> RECORDS FOR THE EXERCISE:
· · · ·

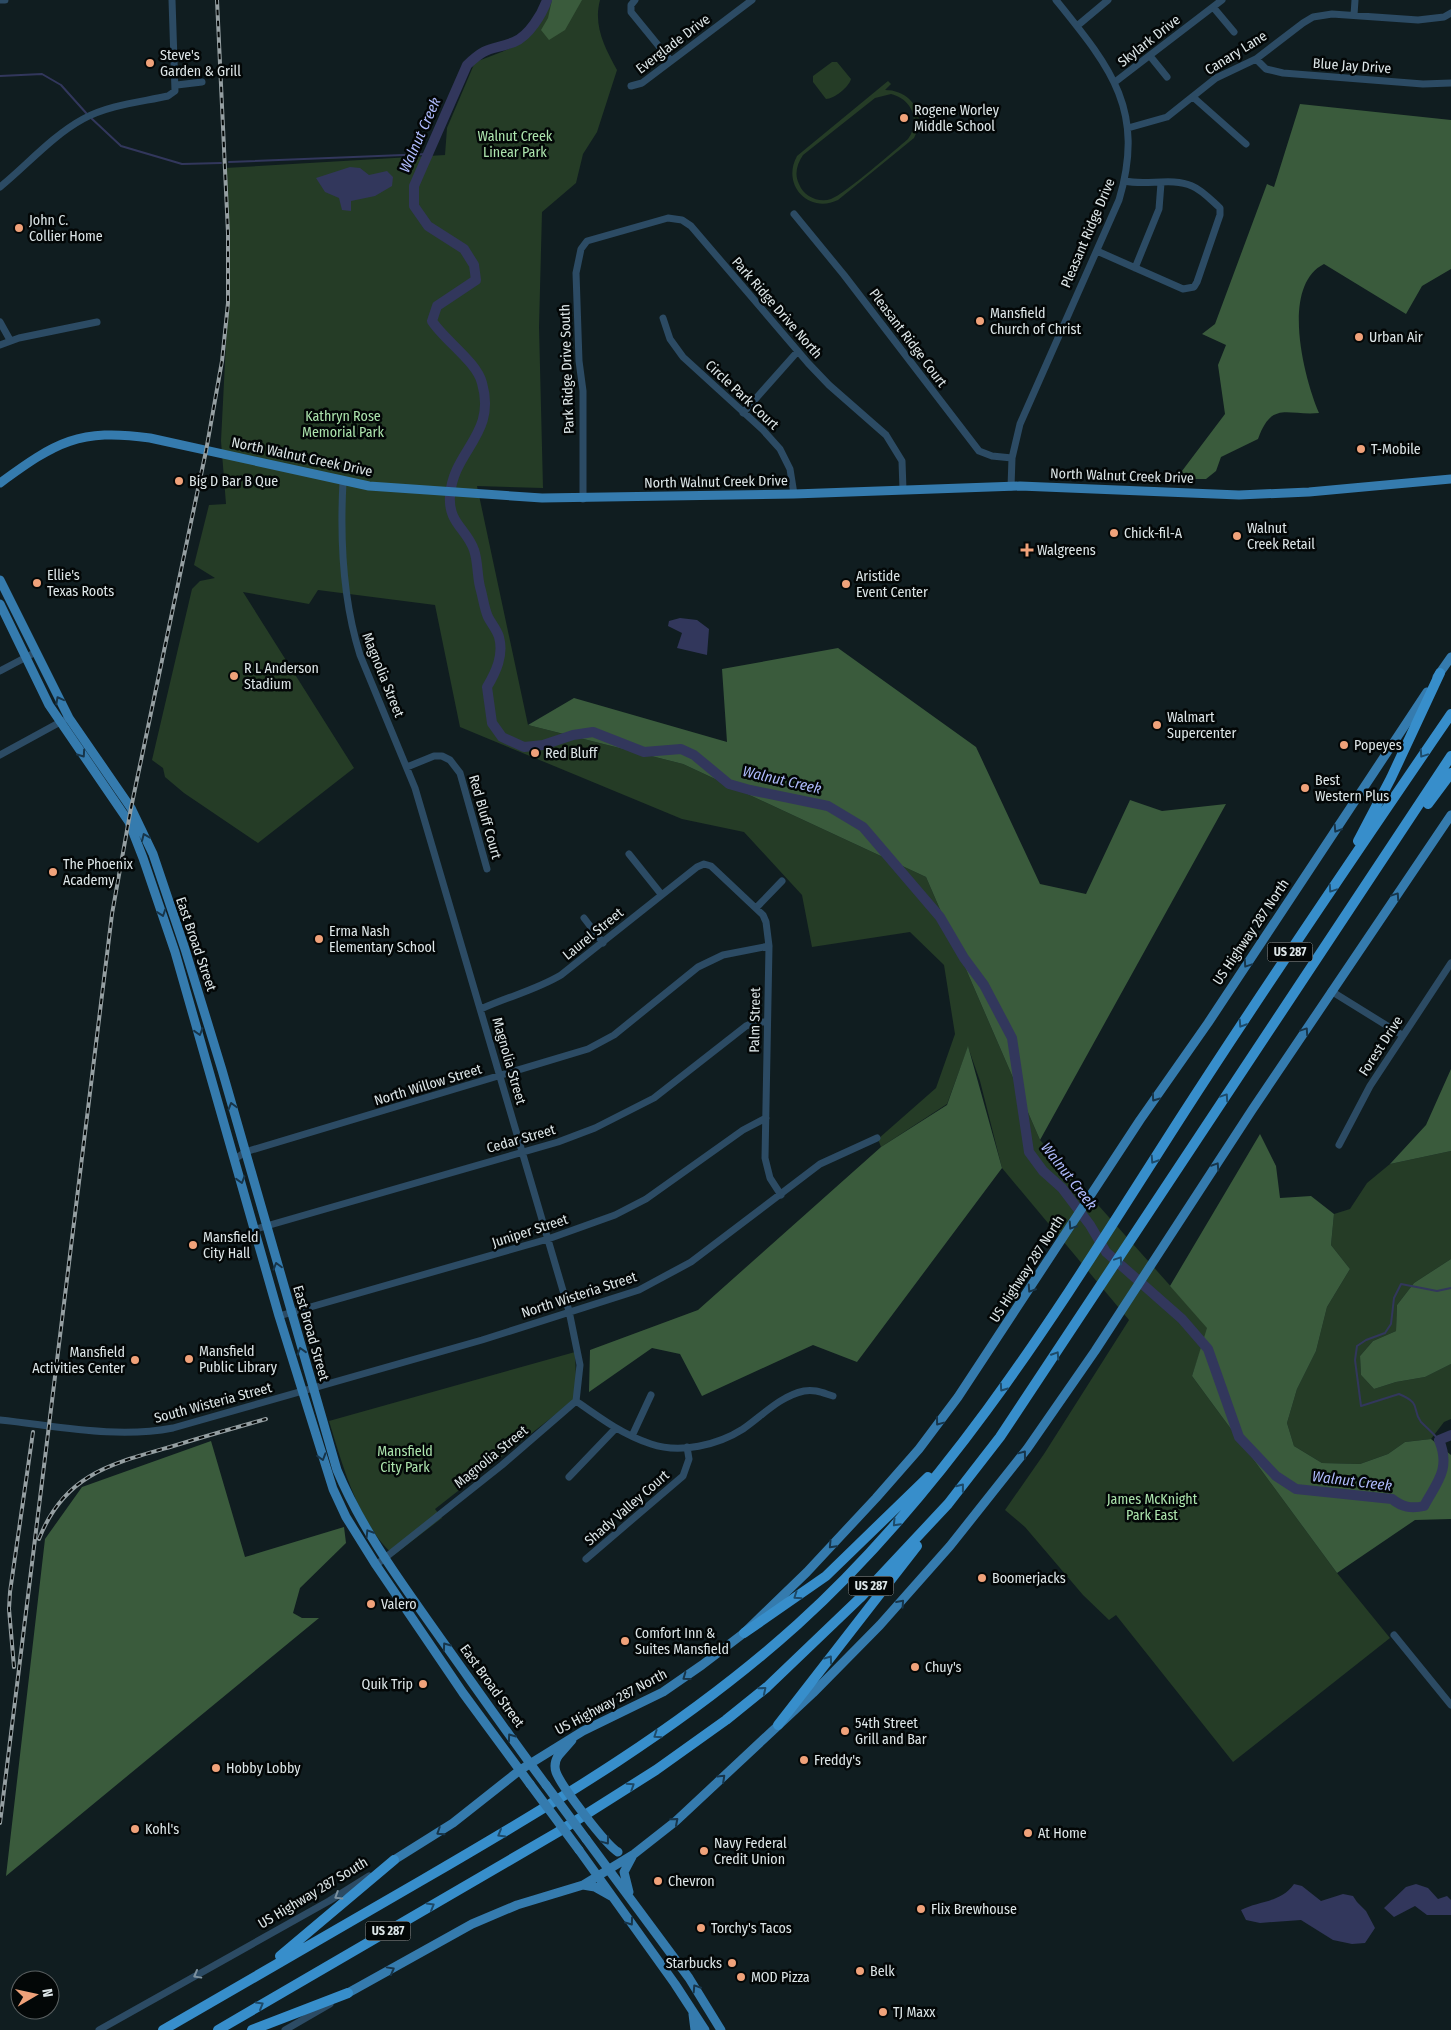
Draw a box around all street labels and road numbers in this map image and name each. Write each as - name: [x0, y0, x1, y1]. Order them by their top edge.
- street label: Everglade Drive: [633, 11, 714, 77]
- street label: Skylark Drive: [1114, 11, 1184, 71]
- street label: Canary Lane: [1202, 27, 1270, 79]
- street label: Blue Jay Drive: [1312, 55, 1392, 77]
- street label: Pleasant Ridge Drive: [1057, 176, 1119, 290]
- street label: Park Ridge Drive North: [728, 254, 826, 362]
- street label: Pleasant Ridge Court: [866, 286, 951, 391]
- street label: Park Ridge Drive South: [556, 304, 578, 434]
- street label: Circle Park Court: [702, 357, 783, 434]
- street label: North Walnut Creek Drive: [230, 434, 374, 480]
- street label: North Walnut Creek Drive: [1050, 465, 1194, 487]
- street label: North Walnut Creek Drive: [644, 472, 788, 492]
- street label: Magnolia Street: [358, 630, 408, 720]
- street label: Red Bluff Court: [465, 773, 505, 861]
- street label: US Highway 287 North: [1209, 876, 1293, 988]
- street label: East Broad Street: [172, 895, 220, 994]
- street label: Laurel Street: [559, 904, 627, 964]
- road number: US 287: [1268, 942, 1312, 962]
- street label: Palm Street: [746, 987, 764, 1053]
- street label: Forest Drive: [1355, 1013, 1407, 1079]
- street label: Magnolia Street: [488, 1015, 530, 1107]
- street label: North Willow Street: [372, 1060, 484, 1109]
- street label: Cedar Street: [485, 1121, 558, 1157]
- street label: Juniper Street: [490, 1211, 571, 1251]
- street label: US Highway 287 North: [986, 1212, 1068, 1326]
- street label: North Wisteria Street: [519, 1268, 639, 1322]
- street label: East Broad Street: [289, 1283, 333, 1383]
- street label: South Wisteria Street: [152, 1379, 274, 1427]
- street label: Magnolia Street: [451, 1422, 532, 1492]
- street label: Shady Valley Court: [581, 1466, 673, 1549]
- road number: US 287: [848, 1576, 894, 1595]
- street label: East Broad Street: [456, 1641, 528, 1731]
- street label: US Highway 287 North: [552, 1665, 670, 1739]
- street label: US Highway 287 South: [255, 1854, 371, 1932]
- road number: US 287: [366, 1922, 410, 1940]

· · · ·

Only text belongs in the copy: repeat each line of the data exactly and leave out the pictures.

Draw a box around all street labels and road numbers in this map image and name each. Write each as - name: [x0, y0, x1, y1]. Order them by their top edge.
- street label: Everglade Drive: [633, 11, 714, 77]
- street label: Skylark Drive: [1114, 11, 1184, 71]
- street label: Canary Lane: [1202, 27, 1270, 79]
- street label: Blue Jay Drive: [1312, 55, 1392, 77]
- street label: Pleasant Ridge Drive: [1057, 176, 1119, 290]
- street label: Park Ridge Drive North: [728, 254, 826, 362]
- street label: Pleasant Ridge Court: [866, 286, 951, 391]
- street label: Park Ridge Drive South: [556, 304, 578, 434]
- street label: Circle Park Court: [702, 357, 783, 434]
- street label: North Walnut Creek Drive: [230, 434, 374, 480]
- street label: North Walnut Creek Drive: [1050, 465, 1194, 487]
- street label: North Walnut Creek Drive: [644, 472, 788, 492]
- street label: Magnolia Street: [358, 630, 408, 720]
- street label: Red Bluff Court: [465, 773, 505, 861]
- street label: US Highway 287 North: [1209, 876, 1293, 988]
- street label: East Broad Street: [172, 895, 220, 994]
- street label: Laurel Street: [559, 904, 627, 964]
- road number: US 287: [1268, 942, 1312, 962]
- street label: Palm Street: [746, 987, 764, 1053]
- street label: Forest Drive: [1355, 1013, 1407, 1079]
- street label: Magnolia Street: [488, 1015, 530, 1107]
- street label: North Willow Street: [372, 1060, 484, 1109]
- street label: Cedar Street: [485, 1121, 558, 1157]
- street label: Juniper Street: [490, 1211, 571, 1251]
- street label: US Highway 287 North: [986, 1212, 1068, 1326]
- street label: North Wisteria Street: [519, 1268, 639, 1322]
- street label: East Broad Street: [289, 1283, 333, 1383]
- street label: South Wisteria Street: [152, 1379, 274, 1427]
- street label: Magnolia Street: [451, 1422, 532, 1492]
- street label: Shady Valley Court: [581, 1466, 673, 1549]
- road number: US 287: [848, 1576, 894, 1595]
- street label: East Broad Street: [456, 1641, 528, 1731]
- street label: US Highway 287 North: [552, 1665, 670, 1739]
- street label: US Highway 287 South: [255, 1854, 371, 1932]
- road number: US 287: [366, 1922, 410, 1940]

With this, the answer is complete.